However, the game changed considerably in Q2. We now live in a post-Brexit world, where the real risk of further contagion in Europe is prompting investors to seek insurance policies. Silver is hovering near the $20 mark, which makes it the best performing commodity of the first half of 2016 with a 43.6% return.

Best performing commodities 2016

But it’s not just precious metals that are back in vogue.

Energy had an impressive comeback in Q2, with natural gas and oil being the best performing commodities of the quarter. Base metals were up, and even the TSX Venture, a Canadian index tracking many of the world’s junior mining and energy stocks, was the best performing benchmark. This is meaningful, because it wasn’t long ago that the TSX Venture was in a mind-boggling 1,000+ day bear market.
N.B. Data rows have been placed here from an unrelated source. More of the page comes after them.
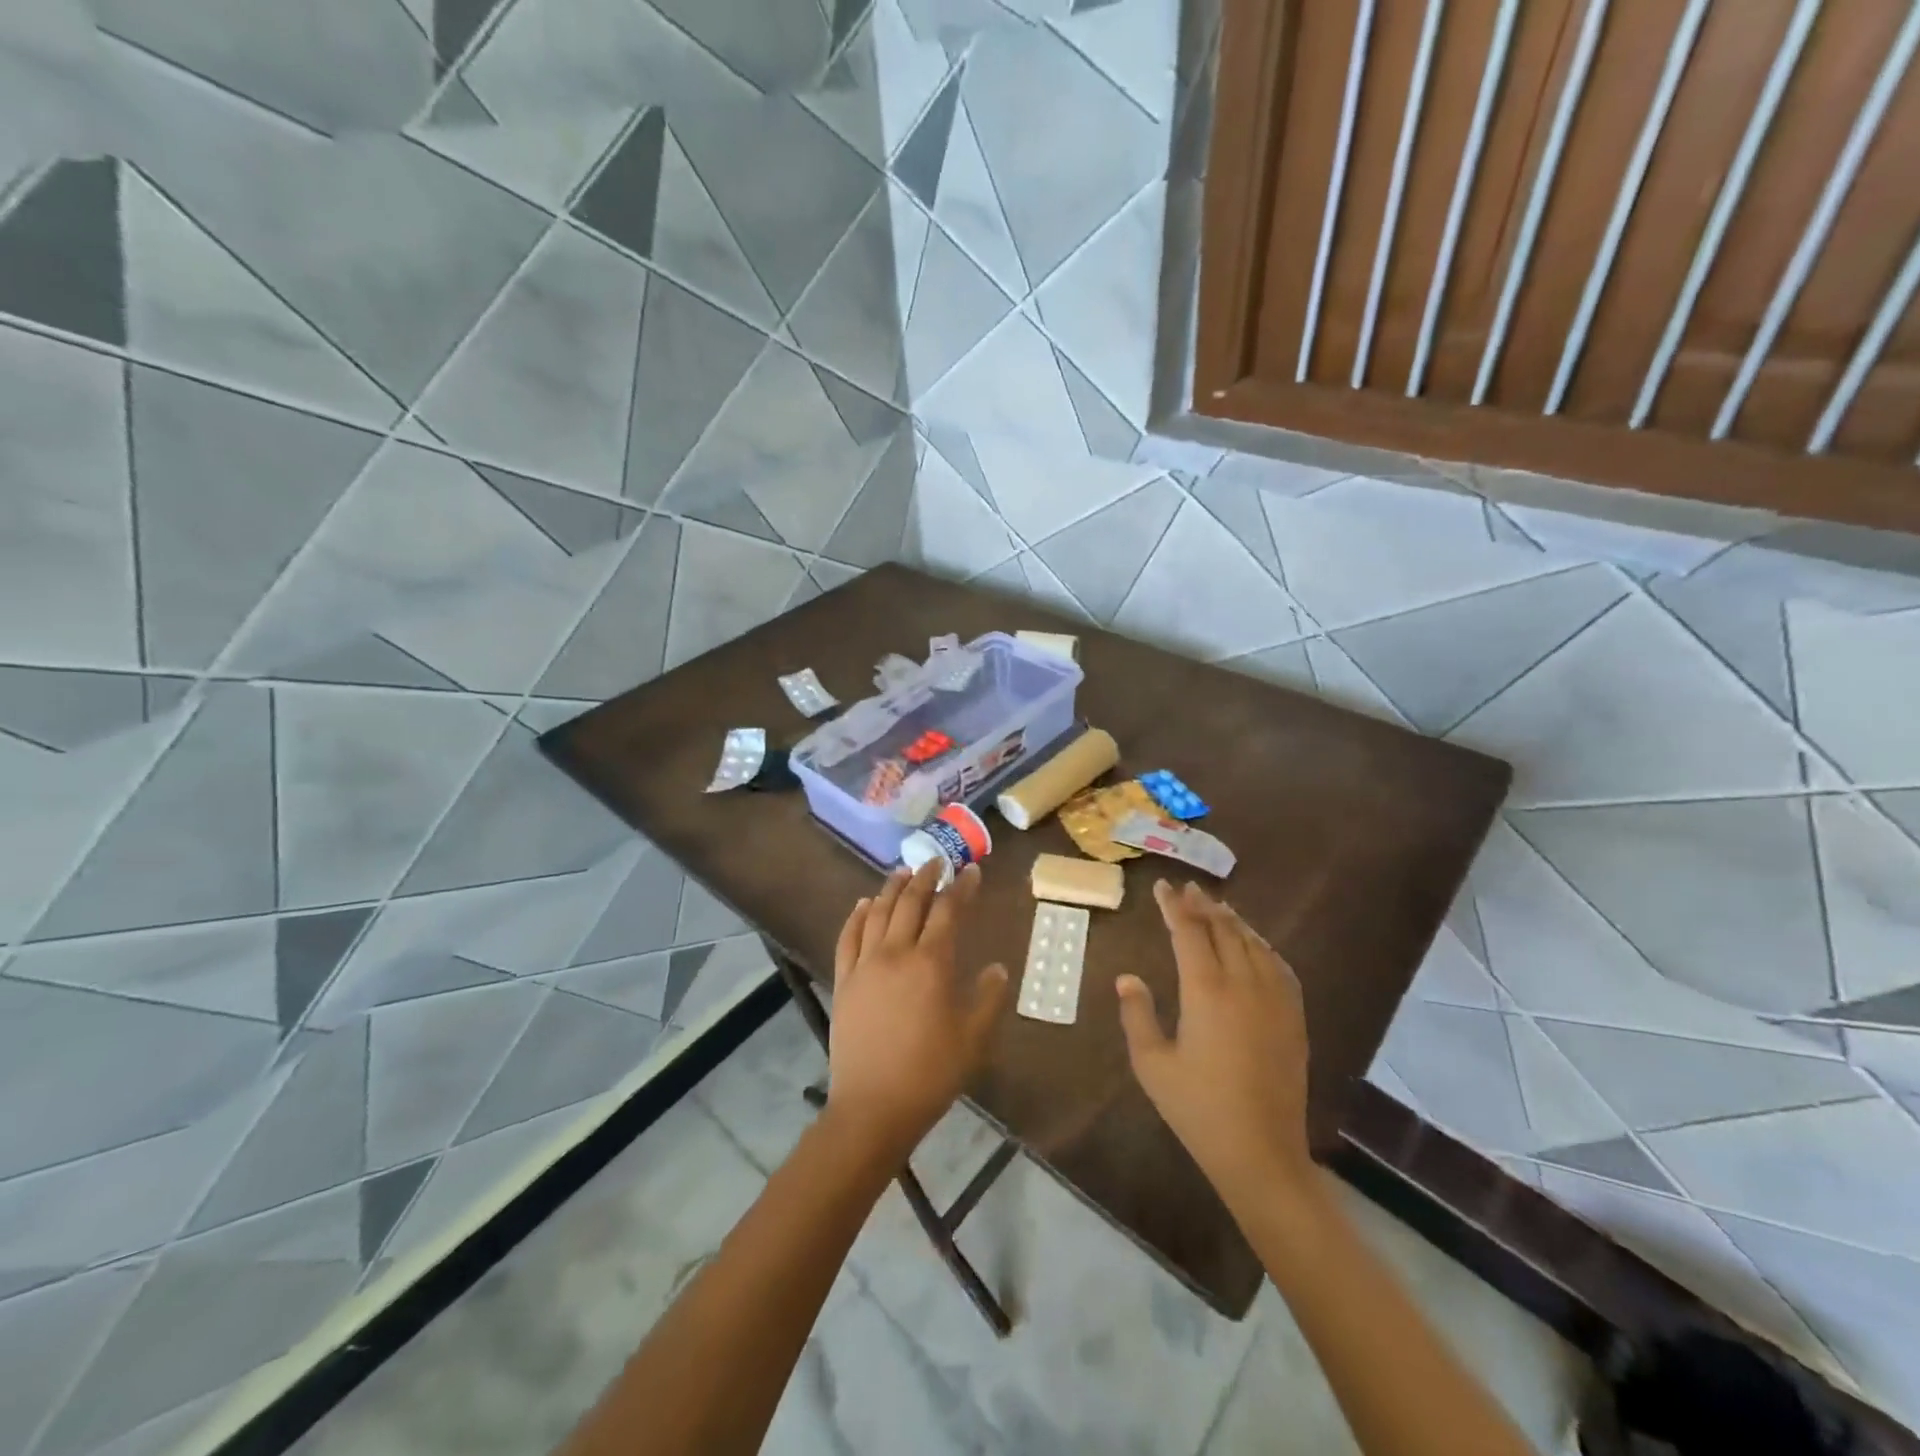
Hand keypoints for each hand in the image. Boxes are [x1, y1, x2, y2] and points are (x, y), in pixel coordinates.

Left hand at [824, 860, 1008, 1163]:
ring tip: (903, 872)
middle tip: (937, 862)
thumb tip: (998, 968)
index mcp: (931, 963)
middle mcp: (896, 953)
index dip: (961, 888)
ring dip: (892, 888)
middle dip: (926, 878)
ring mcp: (865, 965)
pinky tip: (864, 904)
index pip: (948, 911)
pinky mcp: (844, 981)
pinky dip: (857, 915)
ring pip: (878, 913)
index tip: (971, 871)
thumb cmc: (930, 1073)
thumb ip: (988, 998)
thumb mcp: (974, 1038)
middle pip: (910, 903)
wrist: (873, 1107)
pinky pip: (848, 937)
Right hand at [1117, 881, 1314, 1210]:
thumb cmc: (1197, 1108)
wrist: (1261, 1152)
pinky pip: (1279, 966)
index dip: (1174, 906)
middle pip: (1223, 929)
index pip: (1188, 932)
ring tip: (1217, 907)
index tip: (1162, 887)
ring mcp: (1274, 1000)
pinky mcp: (1293, 1018)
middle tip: (1187, 889)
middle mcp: (1244, 984)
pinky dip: (1262, 946)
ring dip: (1233, 921)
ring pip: (1253, 943)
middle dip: (1203, 905)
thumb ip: (1137, 1014)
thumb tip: (1128, 978)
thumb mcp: (1151, 1063)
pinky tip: (1255, 945)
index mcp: (1206, 991)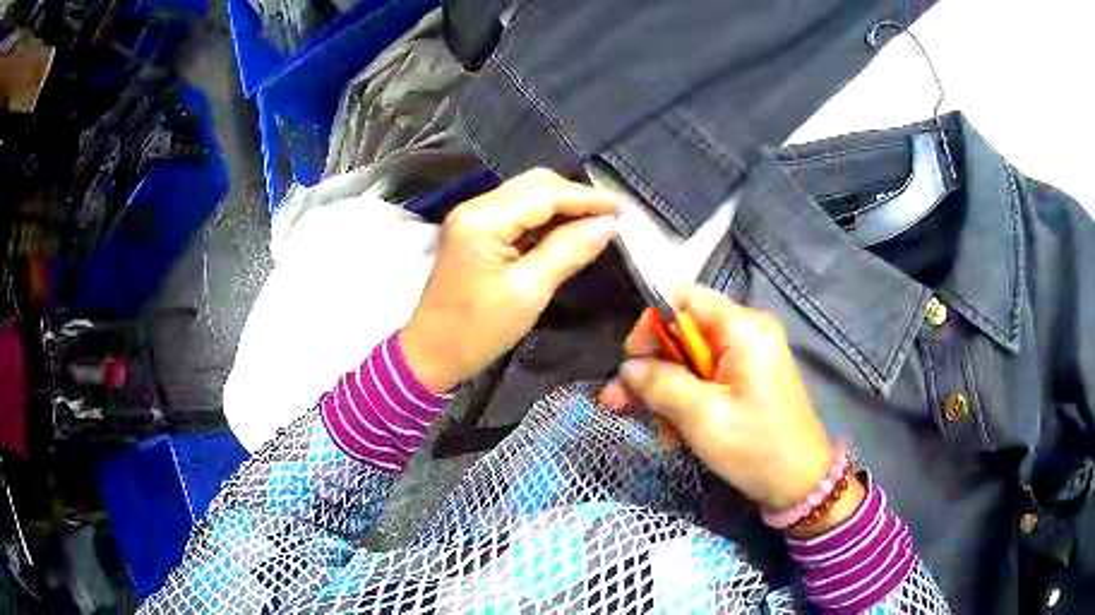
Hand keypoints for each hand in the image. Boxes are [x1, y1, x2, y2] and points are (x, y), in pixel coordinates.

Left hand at [402, 169, 619, 393]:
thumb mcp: (530, 292)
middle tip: (611, 216)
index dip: (587, 198)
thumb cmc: (478, 331)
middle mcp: (475, 207)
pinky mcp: (473, 230)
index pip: (545, 194)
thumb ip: (569, 250)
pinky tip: (566, 230)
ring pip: (526, 194)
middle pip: (535, 184)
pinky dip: (544, 217)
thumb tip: (608, 224)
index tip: (624, 209)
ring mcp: (471, 217)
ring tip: (596, 222)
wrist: (431, 354)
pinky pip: (516, 211)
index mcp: (483, 220)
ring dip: (562, 205)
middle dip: (576, 196)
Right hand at [600, 285, 848, 518]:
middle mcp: (747, 333)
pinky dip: (687, 403)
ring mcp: (749, 358)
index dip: (653, 326)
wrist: (800, 483)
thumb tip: (629, 367)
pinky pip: (707, 380)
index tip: (634, 363)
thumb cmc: (756, 447)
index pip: (685, 300)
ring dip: (667, 394)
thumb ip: (662, 385)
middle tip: (620, 401)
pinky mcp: (748, 380)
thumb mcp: (703, 418)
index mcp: (743, 329)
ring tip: (656, 431)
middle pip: (684, 334)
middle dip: (653, 369)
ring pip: (691, 362)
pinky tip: (676, 435)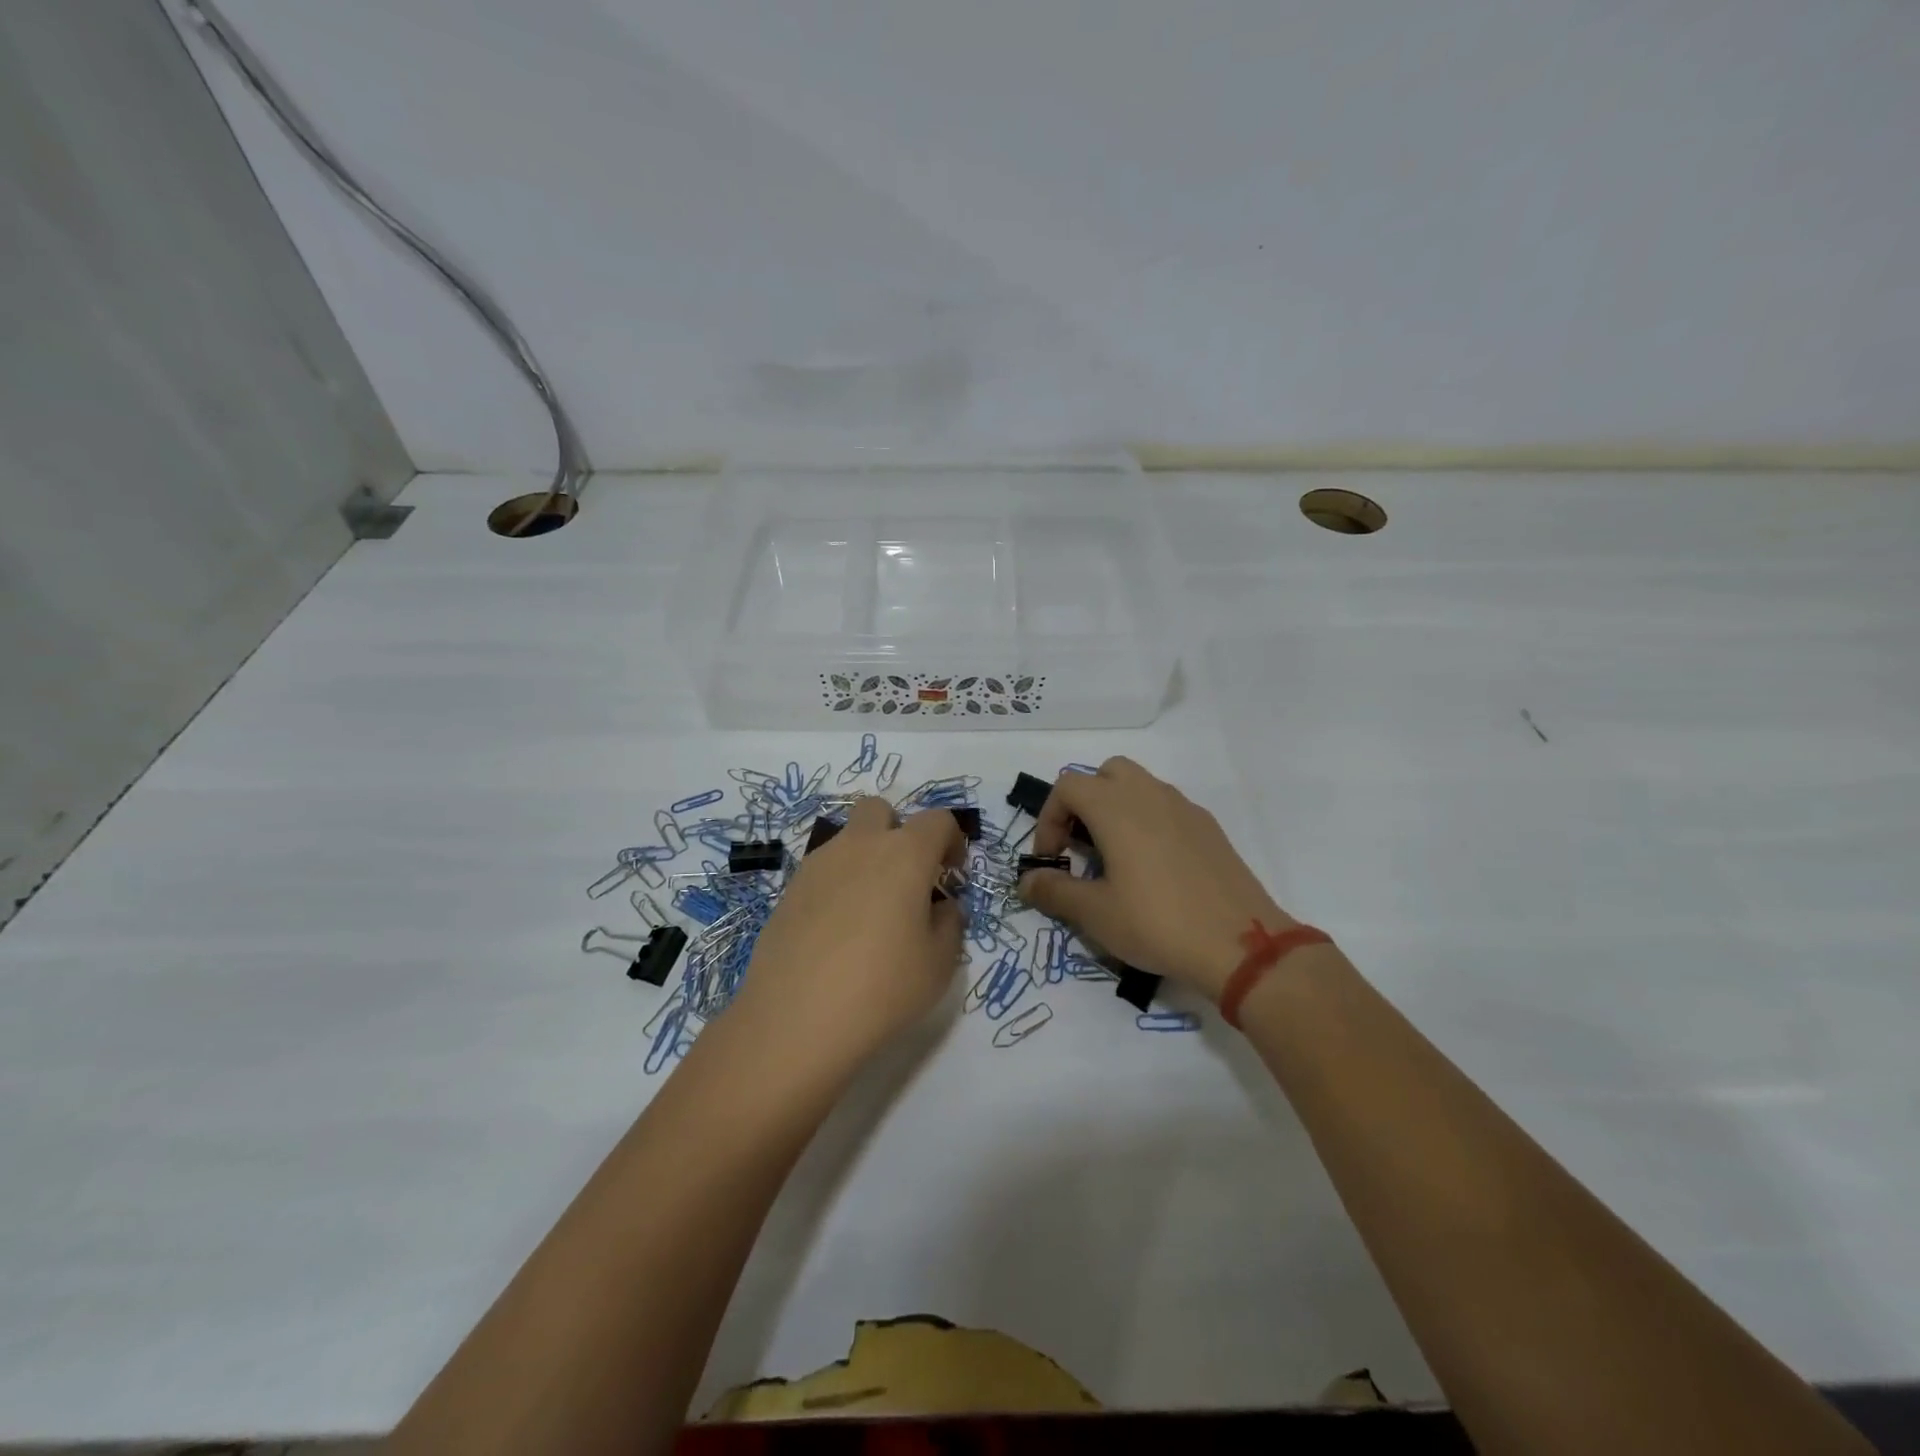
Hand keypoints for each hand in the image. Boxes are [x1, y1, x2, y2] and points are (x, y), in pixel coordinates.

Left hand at [733, 797, 965, 1072]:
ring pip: (847, 839)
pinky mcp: (789, 890)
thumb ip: (949, 924)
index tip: (952, 874)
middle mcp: (859, 846)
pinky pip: (822, 870)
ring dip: (865, 858)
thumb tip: (941, 908)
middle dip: (898, 831)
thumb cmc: (882, 987)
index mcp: (904, 854)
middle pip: (880, 810)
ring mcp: (818, 865)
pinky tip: (838, 930)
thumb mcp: (939, 964)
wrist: (796, 1019)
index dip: (952, 840)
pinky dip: (838, 885)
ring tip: (871, 911)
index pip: (938, 820)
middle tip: (907, 877)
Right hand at [1016, 757, 1294, 1001]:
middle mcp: (1149, 794)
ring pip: (1139, 787)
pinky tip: (1154, 870)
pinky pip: (1166, 808)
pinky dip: (1148, 823)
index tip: (1052, 859)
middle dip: (1084, 803)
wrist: (1241, 944)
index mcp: (1116, 807)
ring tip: (1114, 859)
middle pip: (1105, 774)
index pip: (1068, 786)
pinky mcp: (1209, 827)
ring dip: (1116, 810)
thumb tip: (1027, 881)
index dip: (1049, 818)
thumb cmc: (1157, 923)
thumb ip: (1055, 891)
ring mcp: (1184, 808)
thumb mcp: (1096, 914)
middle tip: (1081, 846)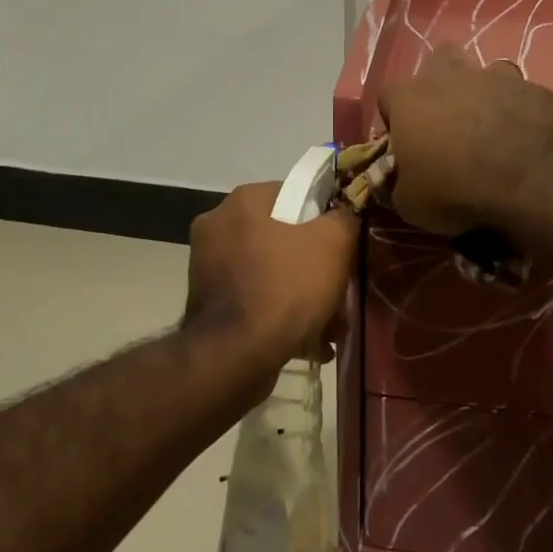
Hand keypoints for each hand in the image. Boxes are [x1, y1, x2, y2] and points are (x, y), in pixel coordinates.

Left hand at [186, 182, 358, 366]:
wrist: (234, 357)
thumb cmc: (286, 287)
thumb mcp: (333, 243)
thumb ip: (344, 218)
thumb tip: (344, 214)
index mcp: (243, 201)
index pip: (294, 194)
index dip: (324, 218)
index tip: (343, 245)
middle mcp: (218, 226)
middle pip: (283, 238)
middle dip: (315, 266)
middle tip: (340, 290)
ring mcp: (208, 267)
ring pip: (270, 273)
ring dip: (302, 296)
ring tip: (330, 325)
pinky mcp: (207, 305)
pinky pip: (254, 301)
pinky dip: (280, 316)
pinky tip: (308, 342)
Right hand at [378, 45, 552, 235]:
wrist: (533, 179)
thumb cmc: (456, 188)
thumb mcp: (411, 204)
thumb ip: (402, 185)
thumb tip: (404, 184)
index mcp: (410, 98)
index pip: (388, 96)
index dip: (395, 119)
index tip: (406, 144)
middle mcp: (451, 76)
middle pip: (440, 62)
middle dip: (442, 84)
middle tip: (449, 122)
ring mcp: (498, 77)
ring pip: (487, 74)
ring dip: (486, 95)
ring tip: (494, 131)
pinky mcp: (539, 88)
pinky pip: (524, 97)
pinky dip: (522, 114)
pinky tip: (528, 141)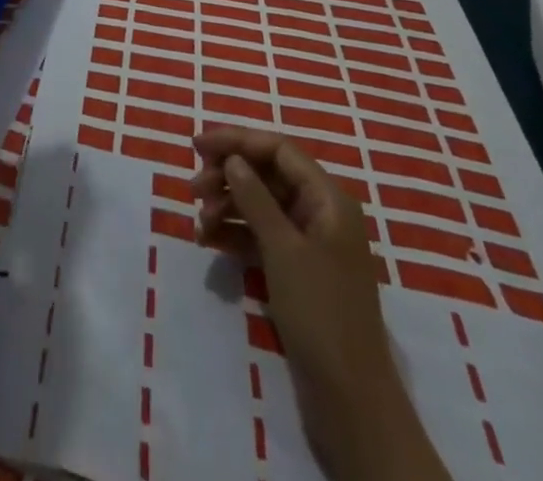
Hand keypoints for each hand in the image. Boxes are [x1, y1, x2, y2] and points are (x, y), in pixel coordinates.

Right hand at [193, 129, 449, 480]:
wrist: (351, 400)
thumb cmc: (320, 312)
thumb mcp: (283, 249)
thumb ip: (255, 197)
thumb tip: (232, 159)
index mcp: (328, 199)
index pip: (278, 150)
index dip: (237, 141)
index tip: (196, 147)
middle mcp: (321, 213)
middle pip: (267, 175)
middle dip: (228, 177)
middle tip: (192, 190)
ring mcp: (309, 244)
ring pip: (260, 205)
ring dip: (227, 206)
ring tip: (199, 224)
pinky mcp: (297, 271)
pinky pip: (260, 236)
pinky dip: (235, 234)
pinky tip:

Q2 Commodities by Subsector

Precious Metals
Gold, silver, and platinum all received a significant boost post-Brexit. In the week following the June 23 referendum, they were up 6.8%, 14.3%, and 9.7% respectively. Billionaire voices envisioning a potential bull market for precious metals include Stanley Druckenmiller, George Soros, and Ray Dalio.

Base Metals
Base metals, which did not receive a lot of fanfare in 2015, may have finally stopped the bleeding. Copper was virtually flat in Q1, while gaining 3.9% in Q2. Meanwhile, nickel and zinc both had double-digit quarters with 13.9% and 13.1% returns respectively. Zinc is up an impressive 35.7% YTD.

Energy
The energy sector came back with a vengeance. Brent and WTI had their best quarters in years with 35.1% and 37.3% increases. Natural gas was the top performing commodity in Q2, jumping up 53.3% to just short of $3/MMbtu because of unanticipated summer demand. On the other side of the energy spectrum, coal had another poor quarter, dropping -9.3% in price. (In a recent set of charts, we covered the decline in coal in depth.)

Food
The world’s agricultural commodities had a mixed bag for performance. Wheat was the worst performer, down -9.4% on the quarter. Corn was relatively flat, and soybeans jumped up 28.6%.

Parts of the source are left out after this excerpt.